- Task instructions: Where the string "Number" occurs in a line of the data below, that line should be copied.

- Material for this task:
******

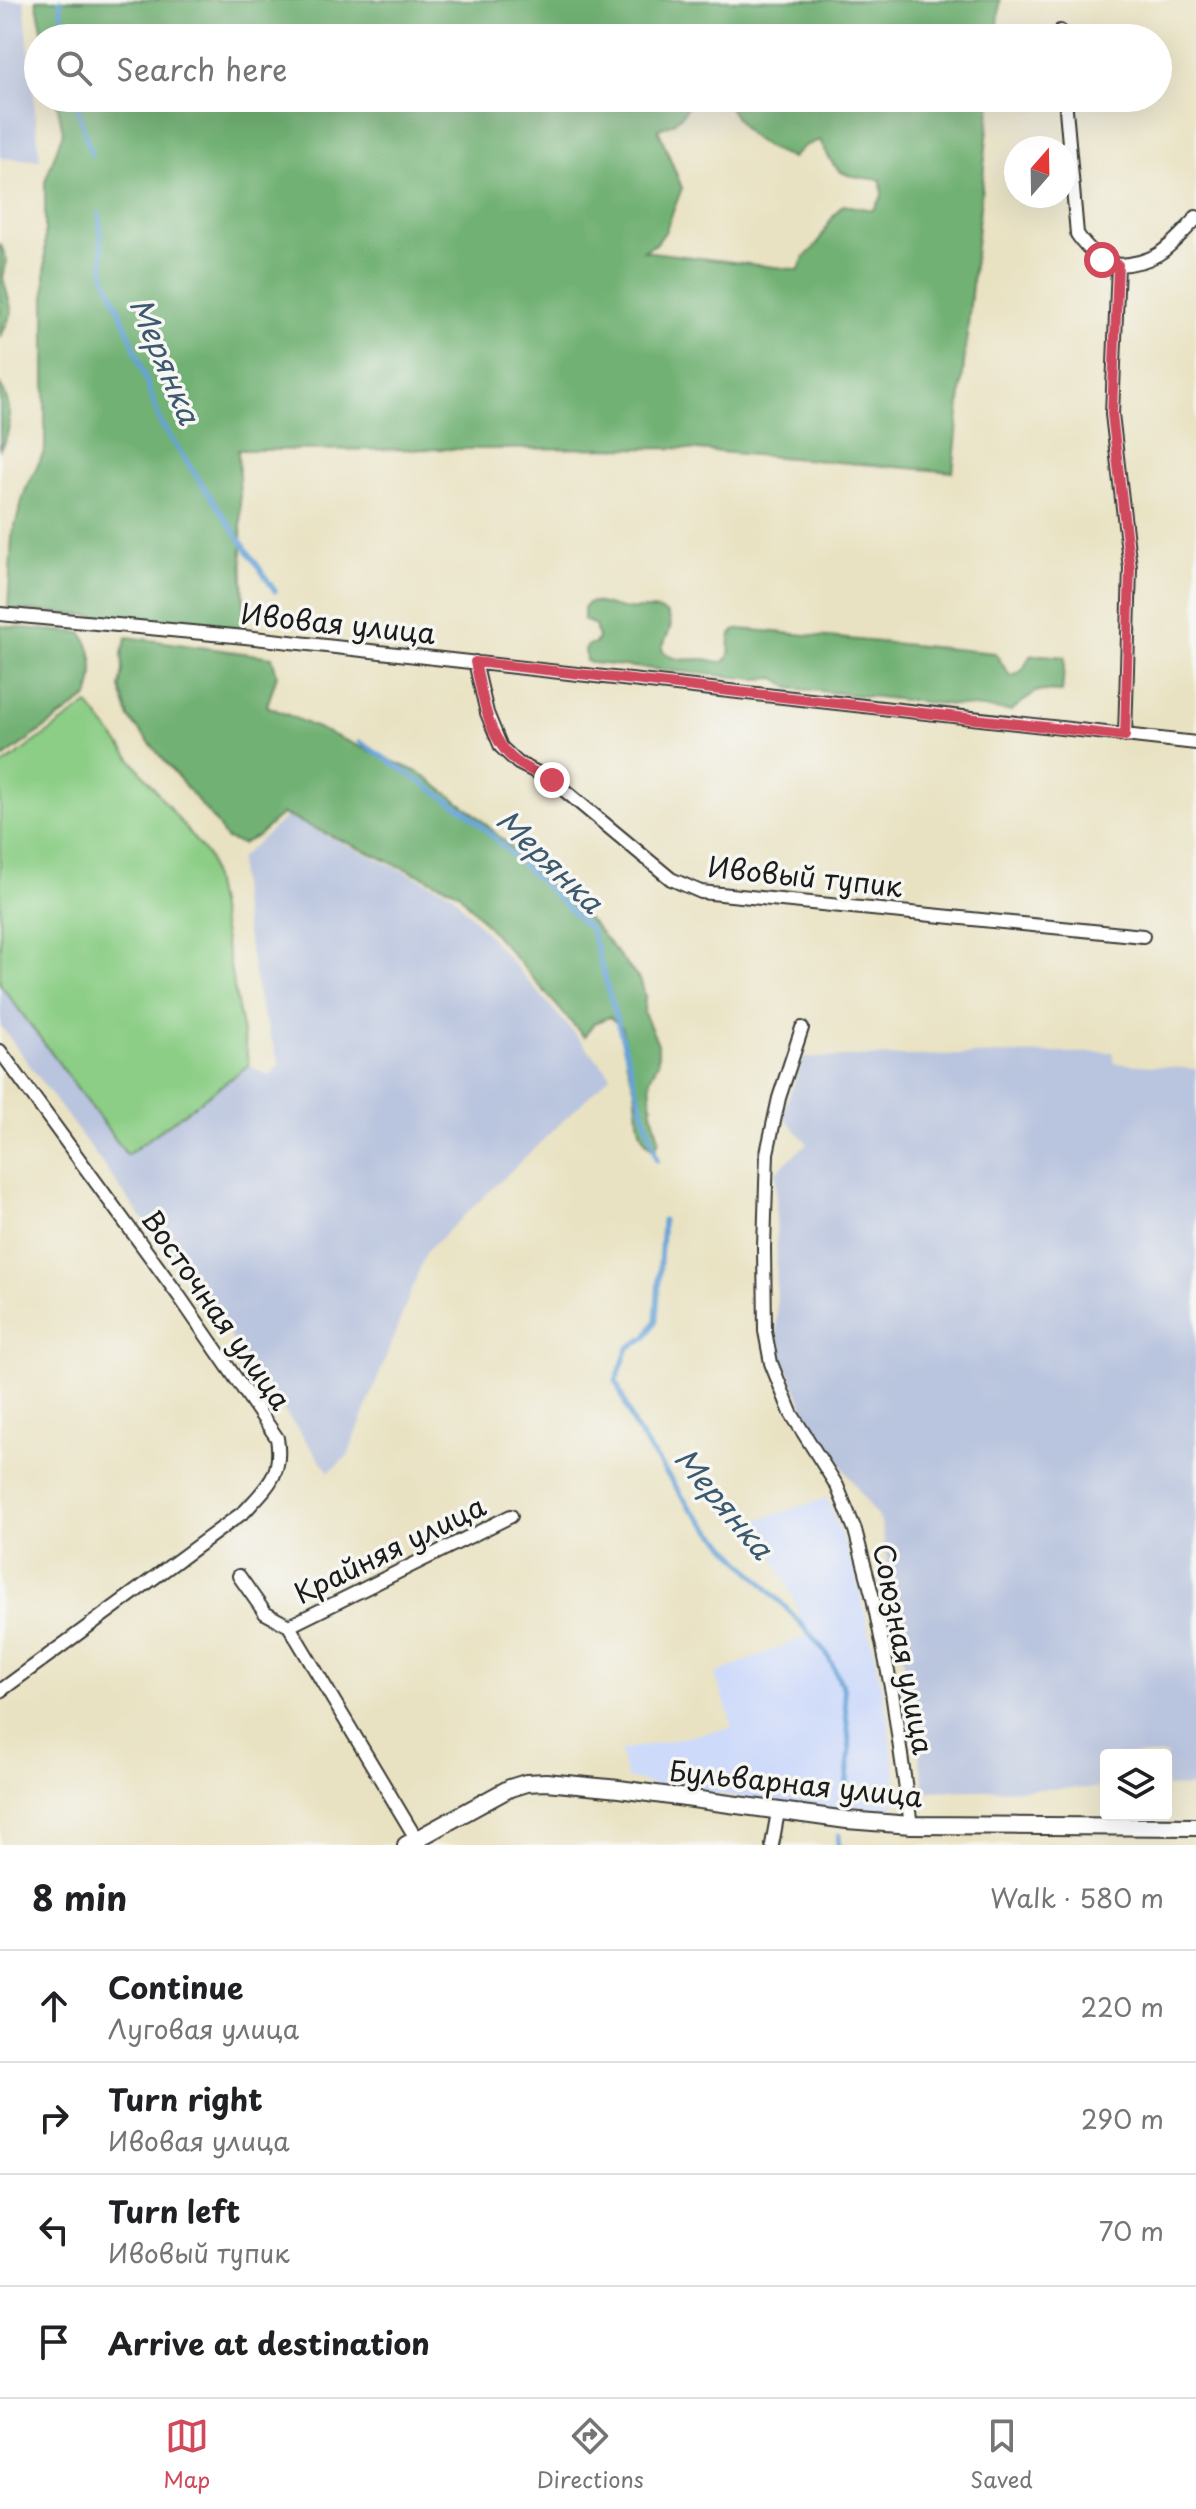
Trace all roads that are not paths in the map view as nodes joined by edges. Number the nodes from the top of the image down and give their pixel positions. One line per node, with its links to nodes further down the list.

******

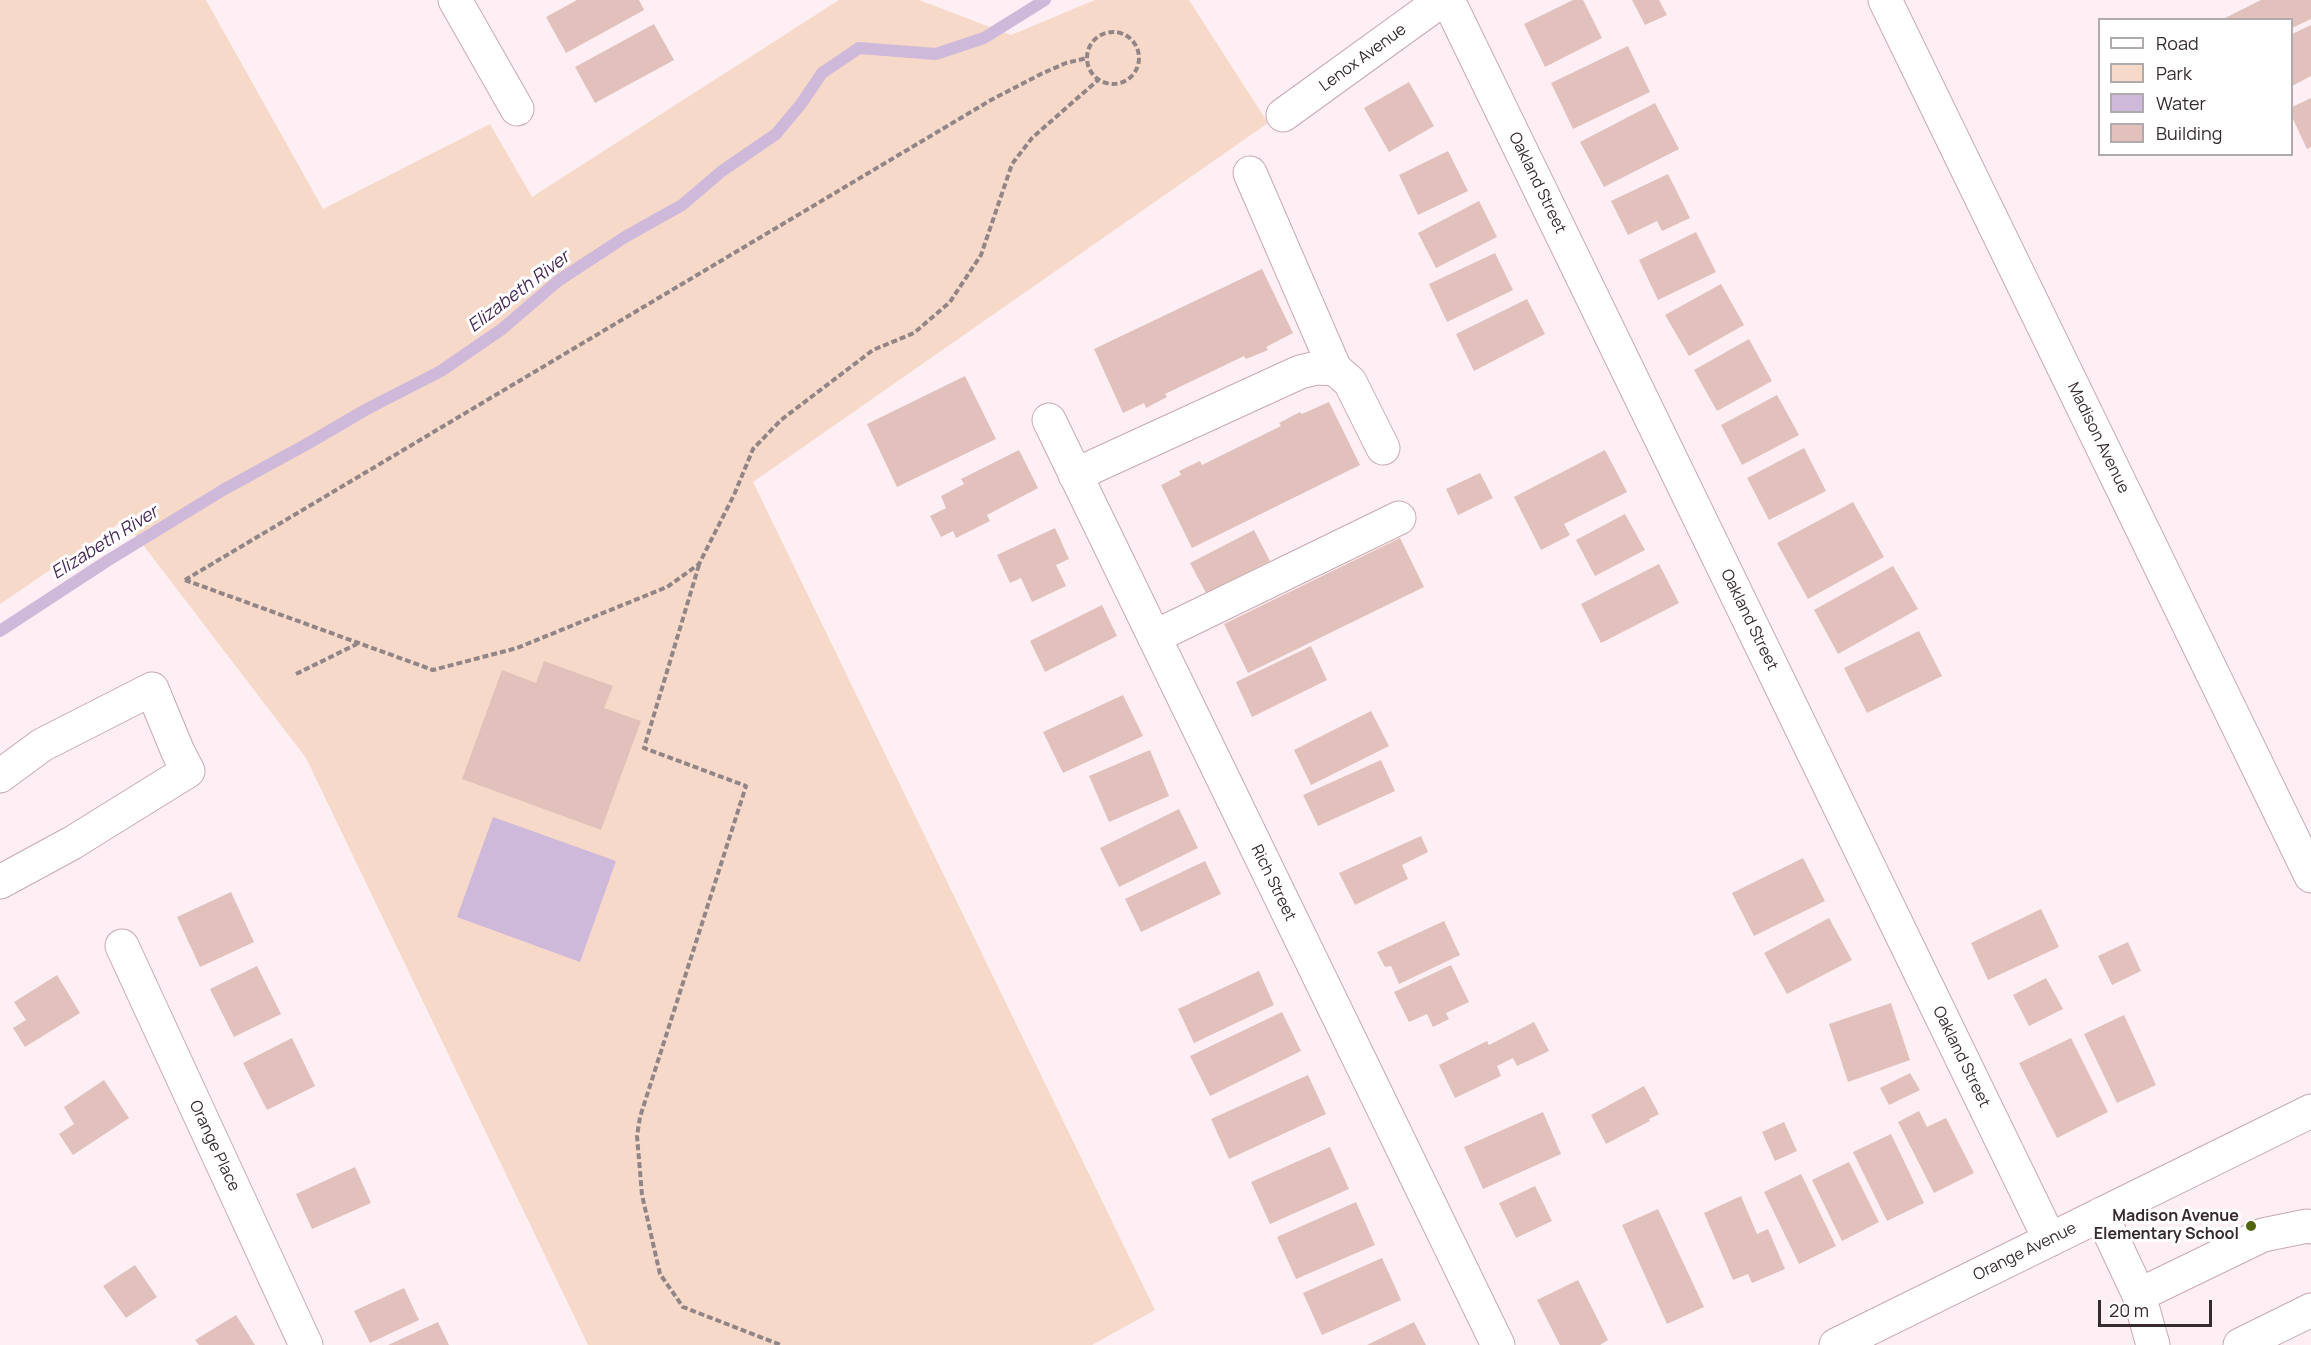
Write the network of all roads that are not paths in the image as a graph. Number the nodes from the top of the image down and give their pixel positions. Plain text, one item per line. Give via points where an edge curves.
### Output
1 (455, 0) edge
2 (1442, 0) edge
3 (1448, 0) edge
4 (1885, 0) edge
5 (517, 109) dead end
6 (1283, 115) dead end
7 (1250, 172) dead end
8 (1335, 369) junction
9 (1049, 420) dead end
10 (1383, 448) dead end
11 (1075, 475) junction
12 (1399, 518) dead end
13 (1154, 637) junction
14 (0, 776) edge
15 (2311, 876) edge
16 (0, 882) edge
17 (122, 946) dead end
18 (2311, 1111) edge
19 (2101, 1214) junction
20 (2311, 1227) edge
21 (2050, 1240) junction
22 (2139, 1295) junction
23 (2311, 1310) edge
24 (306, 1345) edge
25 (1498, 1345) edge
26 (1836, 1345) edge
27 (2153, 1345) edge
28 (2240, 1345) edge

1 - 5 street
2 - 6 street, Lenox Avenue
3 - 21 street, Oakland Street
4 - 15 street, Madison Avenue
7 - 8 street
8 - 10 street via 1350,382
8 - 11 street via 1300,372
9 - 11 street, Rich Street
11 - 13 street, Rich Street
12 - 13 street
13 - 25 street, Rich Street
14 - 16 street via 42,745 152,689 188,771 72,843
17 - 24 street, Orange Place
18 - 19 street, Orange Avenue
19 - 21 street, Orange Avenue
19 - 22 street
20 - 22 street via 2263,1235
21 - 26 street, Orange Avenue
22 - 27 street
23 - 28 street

******

- Exercise response:
Trace all roads that are not paths in the map view as nodes joined by edges. Number the nodes from the top of the image down and give their pixel positions. One line per node, with its links to nodes further down the list.
Write the network of all roads that are not paths in the image as a graph. Number the nodes from the top of the image down and give their pixel positions. Plain text, one item per line. Give via points where an edge curves.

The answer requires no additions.